Charles de Gaulle écrit depuis son adolescence mais peu de lecteurs ont eu connaissance de ses quatre grands ouvrages antérieurs à la guerre (La Discorde chez l’ennemiLe Fil de l’épéeVers l’Armée de métierLa France et son armée) et de ses articles – une vingtaine. L’édition première des Discours et Messages parue en 1946 a un écho limité. C’est seulement lorsque paraît le premier tome des Mémoires de guerre en 1954 que le talent de l’auteur est consacré par le monde des lettres.

Les Mémoires de guerre : une œuvre historique et politique

Dans les trois tomes de ses Mémoires de guerre, parues entre 1954 et 1959, le général de Gaulle relate avec grand style sa vision de la guerre et de l’épopée de la France Libre.
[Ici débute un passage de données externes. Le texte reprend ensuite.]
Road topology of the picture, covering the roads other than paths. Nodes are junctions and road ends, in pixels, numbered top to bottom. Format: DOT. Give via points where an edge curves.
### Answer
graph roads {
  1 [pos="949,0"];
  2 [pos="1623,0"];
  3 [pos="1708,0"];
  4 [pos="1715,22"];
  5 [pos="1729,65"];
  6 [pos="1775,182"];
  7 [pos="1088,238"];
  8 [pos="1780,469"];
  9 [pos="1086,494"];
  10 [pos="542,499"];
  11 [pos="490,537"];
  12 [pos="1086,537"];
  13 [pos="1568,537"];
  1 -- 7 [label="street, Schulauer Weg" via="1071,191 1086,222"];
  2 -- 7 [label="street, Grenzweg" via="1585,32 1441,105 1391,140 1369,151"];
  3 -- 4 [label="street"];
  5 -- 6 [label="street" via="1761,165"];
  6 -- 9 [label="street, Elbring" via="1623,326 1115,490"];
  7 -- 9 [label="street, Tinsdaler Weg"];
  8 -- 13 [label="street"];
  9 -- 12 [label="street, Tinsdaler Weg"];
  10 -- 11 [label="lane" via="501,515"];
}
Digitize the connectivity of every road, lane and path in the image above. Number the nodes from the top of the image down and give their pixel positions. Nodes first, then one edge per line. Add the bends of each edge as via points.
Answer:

La majeure partie de l’œuvre est écrite à Colombey, pendant sa « traversée du désert » entre 1953 et 1958. La parution des deux premiers volumes, L’Appel en octobre 1954 et L’Unité en 1956 sont de véritables événements littéraires. La critique salue unanimement la clarté du récit, la finesse des portraits et l’art de la formule. Diffusées à plus de 2,5 millions de volumes en France et traduite en 25 langues, les Mémoires de guerre ont contribué à donner une portée internationale à l’œuvre du général de Gaulle.

L’œuvre a également une dimension historique : alors que les archives de guerre sont inaccessibles, le récit minutieux du Général s’appuie sur des documents d’époque inédits et recoupe des comptes rendus anglais ou américains qu’il ne pouvait connaître.
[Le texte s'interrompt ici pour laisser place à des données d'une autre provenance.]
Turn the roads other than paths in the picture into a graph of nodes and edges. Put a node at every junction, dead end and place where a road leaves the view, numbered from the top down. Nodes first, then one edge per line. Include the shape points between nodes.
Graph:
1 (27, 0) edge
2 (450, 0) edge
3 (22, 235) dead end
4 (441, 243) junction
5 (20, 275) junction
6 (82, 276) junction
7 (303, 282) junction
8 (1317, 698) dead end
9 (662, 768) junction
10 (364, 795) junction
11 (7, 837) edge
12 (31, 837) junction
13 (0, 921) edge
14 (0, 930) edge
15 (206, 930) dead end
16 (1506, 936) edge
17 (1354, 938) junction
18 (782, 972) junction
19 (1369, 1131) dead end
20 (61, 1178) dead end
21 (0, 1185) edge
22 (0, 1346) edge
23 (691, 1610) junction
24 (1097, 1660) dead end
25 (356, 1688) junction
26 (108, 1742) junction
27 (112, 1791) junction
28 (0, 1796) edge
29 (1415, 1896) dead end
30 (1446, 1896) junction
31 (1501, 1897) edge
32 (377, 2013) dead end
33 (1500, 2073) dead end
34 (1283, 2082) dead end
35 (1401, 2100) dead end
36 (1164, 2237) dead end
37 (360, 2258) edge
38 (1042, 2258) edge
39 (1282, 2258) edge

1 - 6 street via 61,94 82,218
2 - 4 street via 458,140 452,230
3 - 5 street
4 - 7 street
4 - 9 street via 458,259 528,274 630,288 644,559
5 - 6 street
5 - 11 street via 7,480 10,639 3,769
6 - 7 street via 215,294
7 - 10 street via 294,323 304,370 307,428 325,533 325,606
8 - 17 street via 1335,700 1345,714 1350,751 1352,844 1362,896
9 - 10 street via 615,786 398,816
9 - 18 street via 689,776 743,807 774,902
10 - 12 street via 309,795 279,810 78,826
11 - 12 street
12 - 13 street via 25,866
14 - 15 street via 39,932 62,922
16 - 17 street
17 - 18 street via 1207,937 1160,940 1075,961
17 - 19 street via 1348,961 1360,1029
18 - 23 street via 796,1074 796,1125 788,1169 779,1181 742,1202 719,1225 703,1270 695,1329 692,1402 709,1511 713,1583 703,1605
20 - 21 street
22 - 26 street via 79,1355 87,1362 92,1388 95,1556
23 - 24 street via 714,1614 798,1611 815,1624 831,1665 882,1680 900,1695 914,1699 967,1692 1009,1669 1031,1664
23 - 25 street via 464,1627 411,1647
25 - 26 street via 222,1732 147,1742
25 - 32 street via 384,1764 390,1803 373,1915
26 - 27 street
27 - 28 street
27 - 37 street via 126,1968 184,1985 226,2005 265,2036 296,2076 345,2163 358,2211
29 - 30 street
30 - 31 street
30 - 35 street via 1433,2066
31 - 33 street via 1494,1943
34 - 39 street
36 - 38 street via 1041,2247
La publication de cette œuvre monumentale contribue également à la construction du mythe gaullien et enracine la « mémoire gaulliste » : à travers l’histoire de la France Libre, le général de Gaulle donne sa vision du conflit, quitte à omettre ou à condenser certains épisodes qui contrediraient l’image d’indépendance et de grandeur de la France résistante qu’il entend mettre en avant.
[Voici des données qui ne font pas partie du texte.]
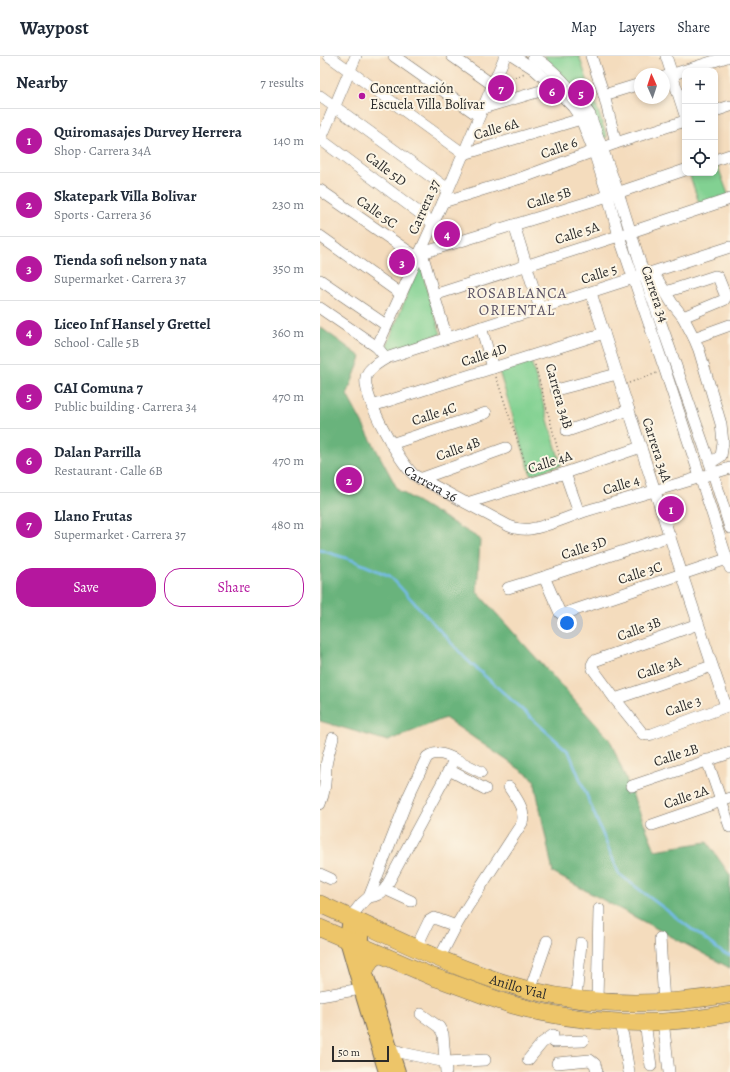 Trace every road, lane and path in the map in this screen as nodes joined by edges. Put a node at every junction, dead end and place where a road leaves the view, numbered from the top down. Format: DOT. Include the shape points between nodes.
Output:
graph roads {
  1 [pos="329,56"];
  2 [pos="356,56"];
  3 [pos="394,56"];
  4 [pos="452,56"];
  5 [pos="506,56"];
  6 [pos="514,56"];
  7 [pos="533,56"];
  8 [pos="591,56"];
  9 [pos="666,56"];
  10 [pos="730,56"];
  11 [pos="667,68"];
  12 [pos="534,70"];
  13 [pos="350,71"];
  14 [pos="670,75"];
  15 [pos="670,81"];
  16 [pos="493,85"];
  17 [pos="634,86"];
  18 [pos="554,87"];
  19 [pos="604,95"];
  20 [pos="320,96"];
  21 [pos="730,106"];
  22 [pos="334,107"];
  23 [pos="682,108"];
  24 [pos="718,110"];
  25 [pos="481,112"];
  26 [pos="581,119"];
  27 [pos="682,122"];
  28 [pos="320,139"];
  29 [pos="616,143"];
  30 [pos="598,150"];
  31 [pos="464,154"];
  32 [pos="730,155"];
  33 [pos="718,159"];
  34 [pos="682,171"];
  35 [pos="448,189"];
  36 [pos="320,190"];
  37 [pos="613,194"];
  38 [pos="730,199"];
  39 [pos="443,202"];
  40 [pos="433,223"];
  41 [pos="514,225"];
  42 [pos="631,232"];
  43 [pos="320,236"];
  44 [pos="619,236"];
  45 [pos="730,247"];
  46 [pos="420,254"];
  47 [pos="527,265"];
  48 [pos="643,275"];
  49 [pos="320,280"];
  50 [pos="666,292"];
  51 [pos="591,293"];
  52 [pos="401,294"];
  53 [pos="434,295"];
  54 [pos="320,308"];
  55 [pos="540,309"];
  56 [pos="682,317"];
  57 [pos="730,325"];
  58 [pos="386,326"];
  59 [pos="481,327"];
  60 [pos="604,333"];
  61 [pos="447,338"];
  62 [pos="694,338"];
  63 [pos="376,347"];
  64 [pos="532,356"];
  65 [pos="386,358"];
  66 [pos="493,368"];
  67 [pos="665,370"];
  68 [pos="617,374"];
  69 [pos="621,386"];
  70 [pos="556,390"];
  71 [pos="372,406"];
  72 [pos="629,410"];
  73 [pos="486,413"];
  74 [pos="725,423"];
  75 [pos="567,431"];
  76 [pos="727,442"];
  77 [pos="391,444"];
  78 [pos="641,447"];
  79 [pos="506,448"];
  80 [pos="711,468"];
  81 [pos="730,468"];
  82 [pos="565,473"];
  83 [pos="701,477"];
  84 [pos="420,479"];
  85 [pos="532,483"];
  86 [pos="654,491"];
  87 [pos="467,503"];
  88 [pos="579,513"];
  89 [pos="730,528"];
  90 [pos="520,530"];
  91 [pos="670,536"];
  92 [pos="729,563"];
  93 [pos="683,575"];
  94 [pos="544,577"];
  95 [pos="508,588"];
  96 [pos="698,624"];
  97 [pos="712,666"];
  98 [pos="615,699"];
  99 [pos="728,706"];
  100 [pos="333,738"];
  101 [pos="730,753"];
  102 [pos="455,759"];
  103 [pos="707,760"];
  104 [pos="449,770"];
  105 [pos="481,772"];
  106 [pos="632,786"];
  107 [pos="509,787"];
  108 [pos="485,789"];
  109 [pos="725,799"];
  110 [pos="320,804"];
  111 [pos="652,825"];
  112 [pos="730,827"];
  113 [pos="320,874"];
  114 [pos="330,879"];
  115 [pos="385,889"];
  116 [pos="365,900"];
  117 [pos="411,901"];
  118 [pos="320,904"];
  119 [pos="599,909"];
  120 [pos="356,921"];
  121 [pos="456,926"];
  122 [pos="320,928"];
  123 [pos="660,938"];
  124 [pos="547,941"];
  125 [pos="354,942"];
  126 [pos="581,943"];
  127 [pos="416,948"];
  128 [pos="382,955"];
  129 [pos="439,959"];
  130 [pos="365,971"];
  131 [pos="361,989"];
  132 [pos="530,990"];
  133 [pos="730,994"];
  134 [pos="320,996"];
  135 [pos="576,999"];
  136 [pos="597,1002"];
  137 [pos="664,1003"];
  138 [pos="730,1012"];
  139 [pos="421,1014"];
  140 [pos="619,1022"];
  141 [pos="645,1022"];
  142 [pos="663,1022"];
  143 [pos="583,1041"];
  144 [pos="392,1049"];
  145 [pos="485,1060"];
  146 [pos="528,1060"];
  147 [pos="557,1063"];
  148 [pos="651,1066"];
  149 [pos="446,1067"];
  150 [pos="386,1072"];
  151 [pos="398,1072"];
  152 [pos="597,1072"];
  153 [pos="629,1072"];
  154 [pos="670,1072"];
  1 -- 13 [label="street, Calle 6A"];
  2 -- 13 [label="street"];
  3 -- 25 [label="street"];
  4 -- 16 [label="street"];
  5 -- 16 [label="street, Carrera 37"];
  6 -- 12 [label="street, Carrera 34"];
  7 -- 30 [label="street, Carrera 34" via="552,71 590,115"];
  8 -- 19 [label="street"];
  9 -- 11 [label="street"];
  10 -- 14 [label="street"];
  12 -- 16 [label="path"];
  12 -- 18 [label="street, Carrera 34"];
  13 -- 22 [label="street"];
  13 -- 31 [label="street, Calle 6A"];
  15 -- 23 [label="street"];
  16 -- 25 [label="street, Carrera 37"];
  17 -- 19 [label="street"];
  18 -- 25 [label="street"];
  18 -- 26 [label="street, Carrera 34"];
  19 -- 29 [label="street"];
  20 -- 22 [label="street"];
  21 -- 24 [label="street"];
  22 -- 28 [label="street"];
  22 -- 35 [label="street"];
  25 -- 31 [label="street, Carrera 37"];
  26 -- 30 [label="street, Carrera 34"];
  26 -- 31 [label="street, Calle 6A"];
  27 -- 29 [label="street, Calle 6"];
  28 -- 40 [label="street, Calle 5D"];
  29 -- 30 [label="street, Calle 6"];
  30 -- 37 [label="street, Carrera 34"];
  30 -- 39 [label="street, Calle 6" via="521,178"];
  31 -- 35 [label="street, Carrera 37"];
  32 -- 33 [label="street"];
  34 -- 37 [label="street, Calle 5B"];
  35 -- 39 [label="street, Carrera 37"];
  36 -- 46 [label="street, Calle 5C"];
  37 -- 41 [label="street, Calle 5B"];
  37 -- 42 [label="street, Carrera 34"];
  37 -- 44 [label="street, Carrera 34"];
  38 -- 42 [label="street, Calle 5A"];
  39 -- 40 [label="street, Carrera 37"];
  40 -- 46 [label="street, Carrera 37"];
  41 -- 46 [label="street, Calle 5B"];
  41 -- 47 [label="street"];
  42 -- 44 [label="street, Calle 5A"];
  42 -- 48 [label="street, Carrera 34"];
  43 -- 52 [label="street"];
  44 -- 47 [label="street, Calle 5A"];
  44 -- 48 [label="street, Carrera 34"];
  45 -- 48 [label="street, Calle 5"];
  46 -- 52 [label="street, Carrera 37"];
  46 -- 53 [label="street"];
  47 -- 53 [label="street, Calle 5A"];
  47 -- 55 [label="street"];
  48 -- 50 [label="street"];
  48 -- 51 [label="street, Calle 5"];
  48 -- 67 [label="street, Carrera 34"];
  48 -- 80 [label="street, Carrera 34"];
  49 -- 58 [label="street"];
  50 -- 56 [label="street"];
  50 -- 56 [label="street" via="718,277 726,297 724,300"];
  51 -- 55 [label="street, Calle 5"];
  51 -- 60 [label="street, Carrera 34A"];
  52 -- 58 [label="street, Carrera 37"];
  53 -- 61 [label="street"];
  54 -- 63 [label="street"];
  55 -- 59 [label="street, Calle 5"];
  56 -- 62 [label="street"];
  57 -- 62 [label="street"];
  58 -- 63 [label="street, Carrera 37"];
  59 -- 61 [label="street, Calle 5"];
  59 -- 66 [label="street"];
  60 -- 64 [label="street, Calle 4D"];
  60 -- 68 [label="street, Carrera 34A"];
  61 -- 65 [label="street, Calle 5"];
  62 -- 74 [label="street"];
  63 -- 65 [label="street"];
  64 -- 66 [label="street, Calle 4D"];
  64 -- 82 [label="path, Carrera 34B"];
  65 -- 71 [label="street" via="368,370 366,376 365,382"];
  66 -- 71 [label="street, Calle 4D"];
  66 -- 85 [label="path"];
  67 -- 69 [label="path"];
  67 -- 83 [label="street, Carrera 34"];
  68 -- 69 [label="street, Carrera 34A"];
  68 -- 70 [label="street"];
  69 -- 72 [label="street, Carrera 34A"];
  71 -- 77 [label="street, Carrera 36"];
  72 -- 75 [label="street"];
  72 -- 78 [label="street, Carrera 34A"];
  73 -- 77 [label="street, Calle 4C"];
  74 -- 76 [label="street"];
  76 -- 80 [label="street" via="721,456"];
  77 -- 84 [label="street, Carrera 36" via="407,468"];
  78 -- 82 [label="street, Calle 4A"];
  78 -- 86 [label="street, Carrera 34A"];
  79 -- 84 [label="street, Calle 4B"];
  80 -- 81 [label="street, Calle 4"];
  80 -- 83 [label="street, Calle 4"];
  80 -- 89 [label="street, Carrera 34"];
  82 -- 85 [label="street, Calle 4A"];
  82 -- 88 [label="street"];
  83 -- 86 [label="street, Calle 4"];
  83 -- 92 [label="street, Carrera 34"];
  84 -- 87 [label="street, Carrera 36"];
  85 -- 87 [label="street, Calle 4A"];
  86 -- 88 [label="street, Calle 4"];
  86 -- 91 [label="street, Carrera 34A"];
  87 -- 90 [label="street, Carrera 36"];
  88 -- 90 [label="street, Calle 4" via="536,528"];
  91 -- 93 [label="street, Carrera 34A"];
  91 -- 94 [label="street, Calle 3D"];
  92 -- 93 [label="street, Calle 3C"];
  93 -- 94 [label="street, Calle 3C" via="561,614"];
  93 -- 96 [label="street, Carrera 34A"];
  94 -- 95 [label="street, Calle 3D"];
  96 -- 97 [label="street, Carrera 34A"];
  96 -- 98 [label="street, Calle 3B" via="594,661 593,668"];
  97 -- 98 [label="street, Calle 3A"];
  97 -- 99 [label="street, Carrera 34A"];
  98 -- 99 [label="street, Calle 3" via="643,734 647,735"];
  100 -- 110 [label="street" via="326,766 324,795"];
  101 -- 103 [label="street, Calle 2B"];
  102 -- 104 [label="street"];
  102 -- 105 [label="street"];
  102 -- 116 [label="street" via="438,753 427,757"];
  103 -- 106 [label="street, Calle 2B"];
  103 -- 109 [label="street"];
  104 -- 108 [label="street"];
  104 -- 115 [label="street"];
  107 -- 121 [label="street" via="521,807 522,823"];
  109 -- 111 [label="street, Calle 2A"];
  109 -- 112 [label="street"];
  113 -- 114 [label="street"];
  115 -- 116 [label="street"];
  115 -- 117 [label="street"];
  116 -- 120 [label="street"];
  118 -- 120 [label="highway, Anillo Vial"];
  119 -- 136 [label="street"];
  120 -- 125 [label="main road"];
  120 -- 127 [label="highway, Anillo Vial"];
  121 -- 127 [label="street" via="431,919"];
  121 -- 129 [label="street"];
  122 -- 125 [label="highway, Anillo Vial"];
  123 -- 137 [label="street"];
  124 -- 132 [label="street"];
  125 -- 128 [label="highway, Anillo Vial"];
  125 -- 130 [label="main road"];
  125 -- 131 [label="main road"];
  126 -- 135 [label="street"];
  127 -- 129 [label="highway, Anillo Vial"];
  128 -- 130 [label="highway" via="372,958"];
  128 -- 140 [label="highway, Anillo Vial" via="433,977 513,1005 563,1016"];
  129 -- 132 [label="highway, Anillo Vial"];
  130 -- 144 [label="main road"];
  131 -- 134 [label="street"];
  131 -- 150 [label="main road"];
  132 -- 135 [label="highway, Anillo Vial"];
  133 -- 137 [label="highway, Anillo Vial"];
  135 -- 136 [label="highway, Anillo Vial"];
  136 -- 137 [label="highway, Anillo Vial"];
  138 -- 142 [label="highway, Anillo Vial"];
  139 -- 149 [label="street" via="439,1027 443,1034"];
  140 -- 141 [label="highway, Anillo Vial"];
  140 -- 153 [label="street"];
  141 -- 142 [label="highway, Anillo Vial"];
  141 -- 148 [label="street"];
  142 -- 154 [label="street"];
  143 -- 146 [label="street" via="553,1039 542,1043"];
  144 -- 149 [label="street"];
  144 -- 151 [label="main road"];
  145 -- 149 [label="street"];
  147 -- 152 [label="street" via="590,1060 595,1064"];
}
Mémoires d’espoir : une œuvre testamentaire inachevée

Dernière œuvre du général de Gaulle, demeurée inachevée, les Mémoires d’espoir sont rédigées dans les 18 mois qui séparent sa démission de la présidence de la République à son décès. Leur composition, calquée sur celle des Mémoires de guerre, devait initialement comprendre trois volumes et relater ses années d’exercice du pouvoir entre 1958 et 1969. Le Renouveau (mai 1958-juin 1952) paraît un mois avant sa mort en octobre 1970, les deux premiers chapitres de L’Effort (juillet 1962 – décembre 1965) sont publiés en mars 1971, alors que Le Terme (janvier 1966 – avril 1969) restait à l’état de projet. Les deux tomes s’écoulent en quelques jours à plusieurs centaines de milliers d’exemplaires et dès 1974, l’œuvre est traduite dans plus de 16 langues. Les critiques sont toutefois plus contrastées que pour son récit de guerre : on reproche au Général son ton trop partisan et un moindre brio de style.

L’intérêt documentaire de l’œuvre est indéniable car elle révèle non seulement les ressorts de la politique visant à mettre un terme au conflit algérien mais aussi l’art de mener des réformes intérieures et de prendre des initiatives diplomatiques qui en moins de quatre ans ont donné une assise internationale à l’autorité du président. L’art de dresser des portraits finement ciselés de ces partenaires étrangers est également remarquable. Cet ultime ouvrage permet de mieux comprendre la pratique gaullienne des institutions de la Ve République. Mémorialiste engagé, le général de Gaulle entend par cette œuvre remplir une mission patriotique et pédagogique visant à expliquer son œuvre et à préparer l’avenir.